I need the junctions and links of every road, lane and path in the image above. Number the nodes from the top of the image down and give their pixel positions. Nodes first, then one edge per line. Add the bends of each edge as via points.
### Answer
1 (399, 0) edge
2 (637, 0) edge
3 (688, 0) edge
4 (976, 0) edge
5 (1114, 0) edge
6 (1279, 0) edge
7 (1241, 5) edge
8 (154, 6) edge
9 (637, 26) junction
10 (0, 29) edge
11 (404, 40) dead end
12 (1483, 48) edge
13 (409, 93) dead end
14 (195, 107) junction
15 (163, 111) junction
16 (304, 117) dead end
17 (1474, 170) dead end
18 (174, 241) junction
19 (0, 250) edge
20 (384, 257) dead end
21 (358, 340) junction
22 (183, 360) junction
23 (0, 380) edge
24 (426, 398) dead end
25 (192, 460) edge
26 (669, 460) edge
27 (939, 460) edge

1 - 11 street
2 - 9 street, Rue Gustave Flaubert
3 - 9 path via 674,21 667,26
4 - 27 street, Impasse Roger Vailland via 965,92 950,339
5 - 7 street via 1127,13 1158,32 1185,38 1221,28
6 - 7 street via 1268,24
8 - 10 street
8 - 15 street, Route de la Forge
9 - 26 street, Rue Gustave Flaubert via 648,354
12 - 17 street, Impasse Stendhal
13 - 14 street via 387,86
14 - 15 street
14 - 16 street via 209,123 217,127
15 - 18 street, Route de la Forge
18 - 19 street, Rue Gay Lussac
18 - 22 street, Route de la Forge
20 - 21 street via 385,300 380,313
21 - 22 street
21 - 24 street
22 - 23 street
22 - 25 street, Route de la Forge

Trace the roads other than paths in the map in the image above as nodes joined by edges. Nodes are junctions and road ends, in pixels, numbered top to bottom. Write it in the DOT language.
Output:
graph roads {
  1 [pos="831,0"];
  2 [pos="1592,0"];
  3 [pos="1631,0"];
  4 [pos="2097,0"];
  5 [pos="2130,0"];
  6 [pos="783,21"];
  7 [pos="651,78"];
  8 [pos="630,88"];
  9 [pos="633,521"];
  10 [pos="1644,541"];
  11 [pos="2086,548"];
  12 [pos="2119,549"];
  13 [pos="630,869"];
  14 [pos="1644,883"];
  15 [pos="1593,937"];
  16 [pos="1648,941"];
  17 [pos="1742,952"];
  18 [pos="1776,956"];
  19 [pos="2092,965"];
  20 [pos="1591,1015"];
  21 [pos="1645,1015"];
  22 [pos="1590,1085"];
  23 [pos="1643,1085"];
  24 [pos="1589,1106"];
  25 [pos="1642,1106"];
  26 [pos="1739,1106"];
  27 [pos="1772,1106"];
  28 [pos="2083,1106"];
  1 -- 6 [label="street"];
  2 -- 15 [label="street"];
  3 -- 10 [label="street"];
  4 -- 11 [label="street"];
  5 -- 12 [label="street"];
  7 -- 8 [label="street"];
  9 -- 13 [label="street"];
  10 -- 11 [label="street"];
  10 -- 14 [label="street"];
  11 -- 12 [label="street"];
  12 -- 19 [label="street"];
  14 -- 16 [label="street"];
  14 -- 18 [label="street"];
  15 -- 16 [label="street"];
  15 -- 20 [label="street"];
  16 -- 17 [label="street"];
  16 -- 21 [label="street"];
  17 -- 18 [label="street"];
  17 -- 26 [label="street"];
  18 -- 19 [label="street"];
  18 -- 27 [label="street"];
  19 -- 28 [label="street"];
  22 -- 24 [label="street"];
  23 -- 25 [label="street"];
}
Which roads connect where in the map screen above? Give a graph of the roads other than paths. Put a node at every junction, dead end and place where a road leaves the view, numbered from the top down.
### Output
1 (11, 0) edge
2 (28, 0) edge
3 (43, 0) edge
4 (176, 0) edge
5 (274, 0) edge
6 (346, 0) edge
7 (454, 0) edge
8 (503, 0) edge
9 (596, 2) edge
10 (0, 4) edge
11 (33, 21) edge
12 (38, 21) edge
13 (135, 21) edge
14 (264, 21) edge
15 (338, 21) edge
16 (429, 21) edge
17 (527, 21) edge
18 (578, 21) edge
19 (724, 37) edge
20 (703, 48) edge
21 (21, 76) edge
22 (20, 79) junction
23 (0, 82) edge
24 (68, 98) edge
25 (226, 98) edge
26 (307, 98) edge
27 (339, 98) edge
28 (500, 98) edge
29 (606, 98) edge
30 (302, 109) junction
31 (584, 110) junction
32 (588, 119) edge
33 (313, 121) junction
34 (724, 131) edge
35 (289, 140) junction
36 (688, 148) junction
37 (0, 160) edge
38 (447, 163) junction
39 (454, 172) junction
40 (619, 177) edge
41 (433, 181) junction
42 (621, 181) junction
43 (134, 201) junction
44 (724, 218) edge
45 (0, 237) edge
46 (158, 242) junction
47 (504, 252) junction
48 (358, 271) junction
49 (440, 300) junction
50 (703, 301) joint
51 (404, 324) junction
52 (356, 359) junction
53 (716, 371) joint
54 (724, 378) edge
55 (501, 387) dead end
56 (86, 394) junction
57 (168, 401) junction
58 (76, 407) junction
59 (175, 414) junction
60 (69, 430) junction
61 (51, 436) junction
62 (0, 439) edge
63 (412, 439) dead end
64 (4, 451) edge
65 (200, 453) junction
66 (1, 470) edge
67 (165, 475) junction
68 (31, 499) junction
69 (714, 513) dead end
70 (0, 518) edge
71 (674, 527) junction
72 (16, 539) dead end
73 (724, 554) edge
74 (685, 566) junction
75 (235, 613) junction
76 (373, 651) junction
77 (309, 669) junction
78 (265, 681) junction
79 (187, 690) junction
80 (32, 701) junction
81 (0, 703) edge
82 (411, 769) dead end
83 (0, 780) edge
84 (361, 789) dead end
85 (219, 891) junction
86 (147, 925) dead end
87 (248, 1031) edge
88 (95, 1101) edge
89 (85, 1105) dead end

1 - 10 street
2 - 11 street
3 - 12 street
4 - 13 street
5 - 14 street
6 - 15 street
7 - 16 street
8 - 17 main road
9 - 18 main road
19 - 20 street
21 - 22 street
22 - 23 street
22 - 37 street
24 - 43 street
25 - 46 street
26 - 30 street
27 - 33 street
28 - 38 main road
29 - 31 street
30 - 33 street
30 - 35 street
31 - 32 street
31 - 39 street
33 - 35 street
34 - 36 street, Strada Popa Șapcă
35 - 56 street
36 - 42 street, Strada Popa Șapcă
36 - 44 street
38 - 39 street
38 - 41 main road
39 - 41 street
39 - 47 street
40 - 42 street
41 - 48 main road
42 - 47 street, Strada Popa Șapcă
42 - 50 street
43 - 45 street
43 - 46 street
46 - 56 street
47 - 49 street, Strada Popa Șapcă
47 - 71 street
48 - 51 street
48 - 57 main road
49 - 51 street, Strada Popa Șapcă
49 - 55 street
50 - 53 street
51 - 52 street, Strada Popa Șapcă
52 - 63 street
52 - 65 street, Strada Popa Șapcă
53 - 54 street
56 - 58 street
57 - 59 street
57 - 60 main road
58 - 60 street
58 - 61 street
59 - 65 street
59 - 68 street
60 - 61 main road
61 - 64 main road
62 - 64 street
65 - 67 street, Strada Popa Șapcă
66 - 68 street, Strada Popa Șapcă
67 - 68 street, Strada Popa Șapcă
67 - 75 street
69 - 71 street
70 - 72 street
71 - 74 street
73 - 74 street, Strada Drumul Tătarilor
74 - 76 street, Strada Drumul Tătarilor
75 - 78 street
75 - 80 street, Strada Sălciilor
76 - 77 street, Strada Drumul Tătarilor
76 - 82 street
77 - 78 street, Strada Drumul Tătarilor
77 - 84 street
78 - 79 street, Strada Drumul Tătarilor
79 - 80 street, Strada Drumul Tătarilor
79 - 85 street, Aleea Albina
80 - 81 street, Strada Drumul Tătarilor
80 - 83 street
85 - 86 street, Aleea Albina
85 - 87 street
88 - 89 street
────────
--- ASSIGNED TASK ---
Would you copy every line of the entries that includes the word "Popa"?

--- RESULT OF THE EXERCISE ---
34 - 36 street, Strada Popa Șapcă
36 - 42 street, Strada Popa Șapcă
42 - 47 street, Strada Popa Șapcă
47 - 49 street, Strada Popa Șapcă
49 - 51 street, Strada Popa Șapcă
51 - 52 street, Strada Popa Șapcă
52 - 65 street, Strada Popa Șapcă
65 - 67 street, Strada Popa Șapcă
66 - 68 street, Strada Popa Șapcă
67 - 68 street, Strada Popa Șapcă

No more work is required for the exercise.